La cena familiar, las uvas, el programa de José Mota en La 1 de TVE, los besos, los buenos deseos para el año nuevo, las llamadas de teléfono o los mensajes de rigor -este año han causado furor los del WhatsApp-, las vomitonas del pub cercano y el despertar con el concierto de Año Nuevo… Todo forma parte de un ceremonial que se repite cada doce meses con apenas variación. Sin embargo, casi sin quererlo, siempre es diferente, porque diferente es el momento interior en el que se encuentra uno. De ahí la grandeza del ser humano: los escenanrios nunca son los mismos, los personajes nunca interpretan el mismo papel… porque el momento personal que uno vive es completamente distinto. Han acontecido situaciones y viviencias que han marcado los últimos tiempos y, sobre todo, las expectativas para lo que se avecina son profundamente diversas.
Hace un año estaba a punto de reiniciar un compromiso político en primera línea, en el equipo de una candidata para las elecciones autonómicas que viviríamos a finales de mayo. Fueron unos meses muy intensos, repletos de experiencias profesionales y personales gratificantes, pero a la vez con un alto coste individual en aquellas dimensiones más íntimas, las que tienen que ver con la gente más cercana, la que más quieres y la que siempre está ahí: tu gente, tu familia, desde la pareja a los hijos. Quedan a un lado los sinsabores de la política, las expectativas no cumplidas, los desengaños personales. Quedarse aparcados en ellos no sirve de nada.
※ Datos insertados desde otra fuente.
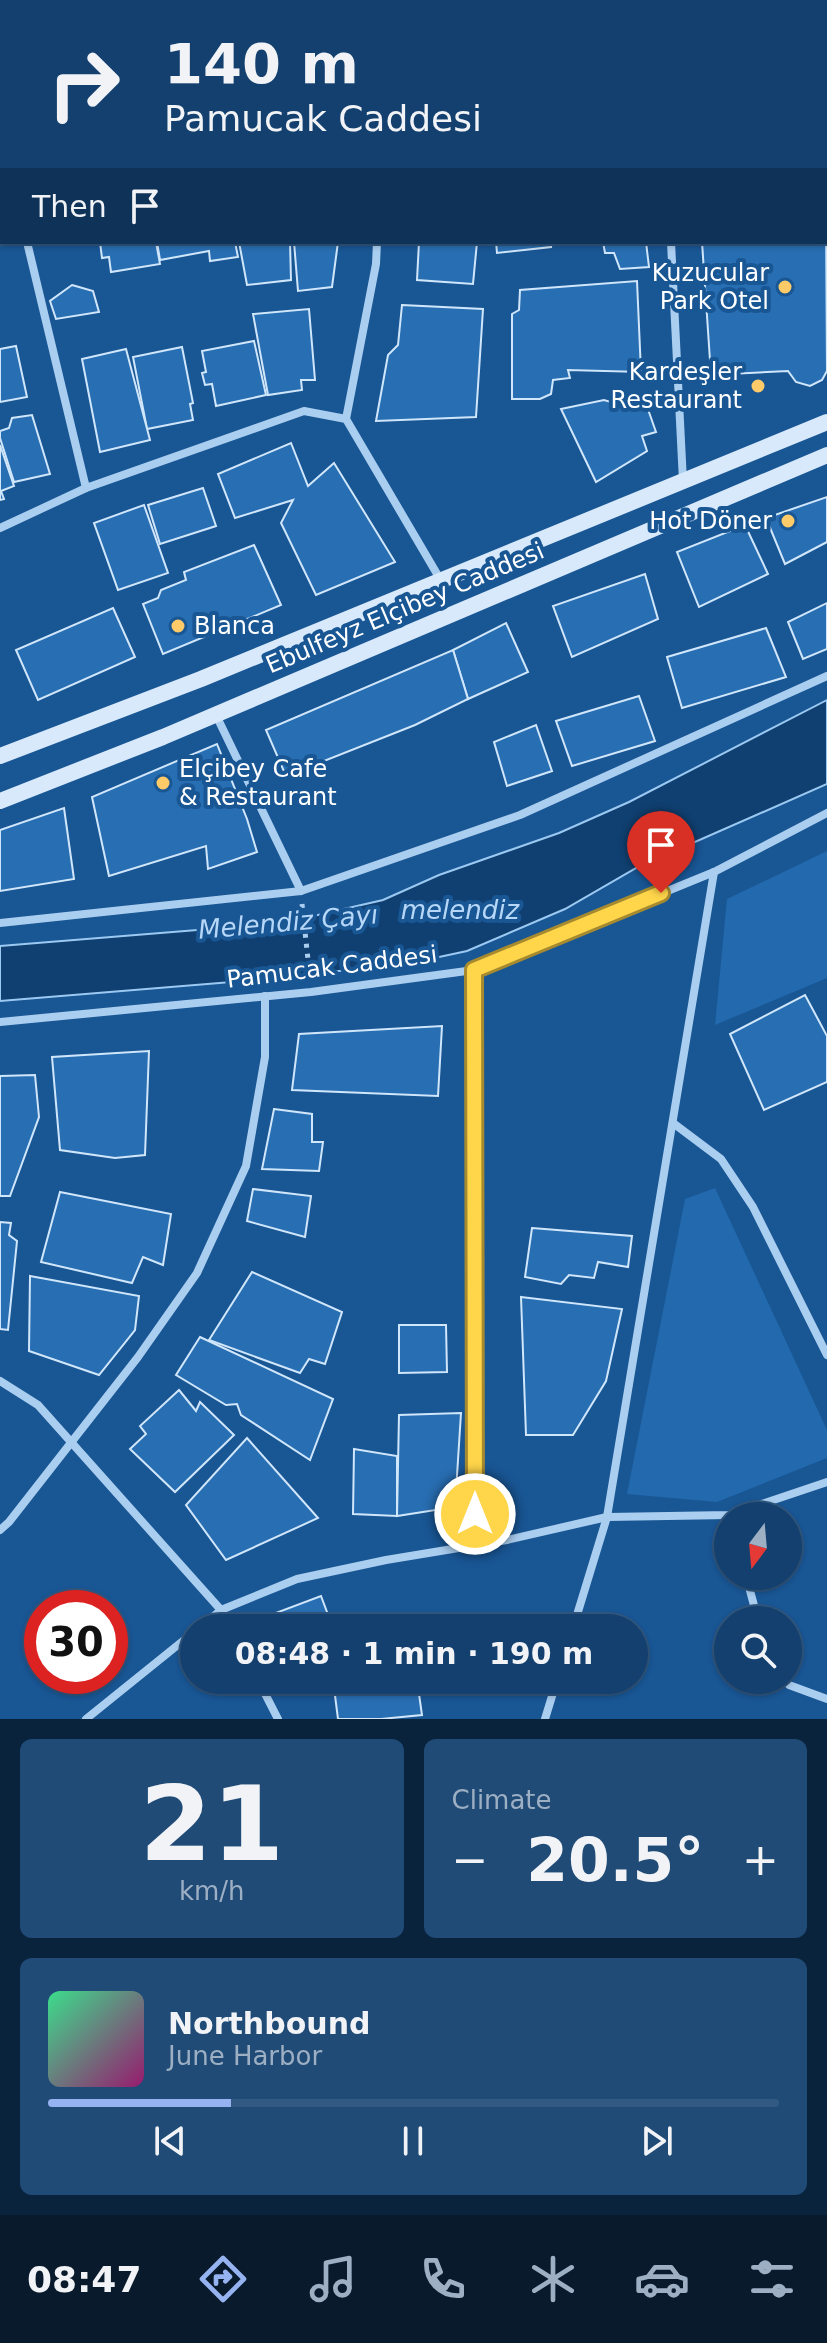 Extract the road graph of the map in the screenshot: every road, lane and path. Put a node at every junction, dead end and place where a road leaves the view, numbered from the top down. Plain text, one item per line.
1 (27, 244) edge
2 (377, 244) edge
3 (671, 244) edge
4 (346, 419) junction
5 (827, 422) edge
6 (827, 455) edge
7 (683, 481) junction
8 (86, 488) junction
9 (0, 528) edge
10 (440, 579) junction
11 (827, 676) edge
12 (216, 714) junction
13 (0, 756) edge
14 (0, 801) edge
15 (827, 813) edge
16 (714, 872) junction
17 (301, 891) junction
18 (0, 923) edge
19 (474, 970) junction
20 (311, 992) junction
21 (265, 996) junction
22 (0, 1022) edge
23 (673, 1123) junction
24 (827, 1355) edge
25 (0, 1381) edge
26 (73, 1442) junction
27 (827, 1482) edge
28 (768, 1502) edge
29 (714, 1515) edge
30 (607, 1517) junction
31 (0, 1530) edge
32 (475, 1546) junction
33 (221, 1610) junction
34 (216, 1614) edge
35 (223, 1614) edge
36 (577, 1614) edge
37 (180, 1643) edge
38 (802, 1690) edge
39 (265, 1694) edge
40 (553, 1694) edge
41 (827, 1699) edge
42 (86, 1719) edge
43 (278, 1719) edge
44 (545, 1719) edge

1 - 8 street
2 - 4 street
3 - 7 street
4 - 8 street
4 - 10 street
5 - 7 main road, Ebulfeyz Elçibey Caddesi
6 - 12 main road, Ebulfeyz Elçibey Caddesi
7 - 10 main road, Ebulfeyz Elçibey Caddesi
8 - 9 street
10 - 13 main road, Ebulfeyz Elçibey Caddesi
11 - 17 street
12 - 14 main road, Ebulfeyz Elçibey Caddesi
12 - 17 street
15 - 16 street, Pamucak Caddesi
16 - 19 street, Pamucak Caddesi
16 - 23 street
17 - 18 street
17 - 20 path
19 - 20 street, Pamucak Caddesi
19 - 32 street
20 - 21 street, Pamucak Caddesi
21 - 22 street, Pamucak Caddesi
21 - 26 street
23 - 24 street
23 - 30 street
25 - 26 street
26 - 31 street
26 - 33 street
27 - 28 street
29 - 30 street
30 - 32 street
30 - 36 street
32 - 33 street
33 - 34 street
33 - 35 street
37 - 42 street
38 - 41 street
39 - 43 street
40 - 44 street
Paralizan y no centran la mirada en lo que es realmente lo importante.
Cuando empieza el nuevo año es momento de mirar hacia delante. Mucho camino nos queda por recorrer. No quedarnos estancados en lo que pudo haber sido y no fue, sino armarnos de razones, de soporte profundo y trascendente para encajar los retos personales, familiares y profesionales para sacar lo mejor de nosotros mismos y ponerlos al servicio de los otros. Especialmente de los que viven es una situación de desventaja. De los que han sido desalojados de una chabola instalada entre las estructuras de los edificios muertos por la especulación de la burbuja inmobiliaria. De los jóvenes -y no tan jóvenes- precarios, abandonados a su suerte por este sistema que quiere engullir la política en manos del estomago de los tecnócratas, los especuladores y los que manejan los mercados. De quienes pierden la esperanza ante lo que se les viene encima. Y todo ello, aderezado de la sinrazón de este sistema económico que trata de hacernos ver, y pretende convencernos, de que no tiene alternativa y que la política debe sujetarse y someterse al mismo. De lo inevitable.
Y comenzamos este tiempo inmersos en unas medidas de gobierno que han dejado claro que la crisis la tiene que pagar siempre la misma gente. La que vive de su salario, de un trabajo realizada cada vez en peores condiciones. En la disyuntiva capital y trabajo, siempre el primero sale indemne de las crisis y el otro, el del trabajo, es el que paga el pato. Nos lo acaban de dejar claro con las medidas aprobadas el pasado viernes en el segundo Consejo de Ministros de Mariano Rajoy. Con la complicidad de 11 millones de votos, muchos de los cuales han sido llevados al engaño, y otros a la acción, por una política aparentemente de izquierdas que no ha estado a la altura de las circunstancias. Quizá inevitable, pero cuando menos, poco valiente.
Es tiempo, por tanto, de recargar energías, reflexionar y construir, desde los espacios más pequeños y privados, hasta alcanzar los grandes escenarios de la política y la economía. No dejarla en manos de los profesionales de la cosa, sino de asumir que todos tenemos que jugar un papel determinante. Un deseo de cambio que tiene que empezar por el de las actitudes personales, de la vivencia de las pequeñas cosas, las decisiones que están en mano de uno… para llegar a lo más alto.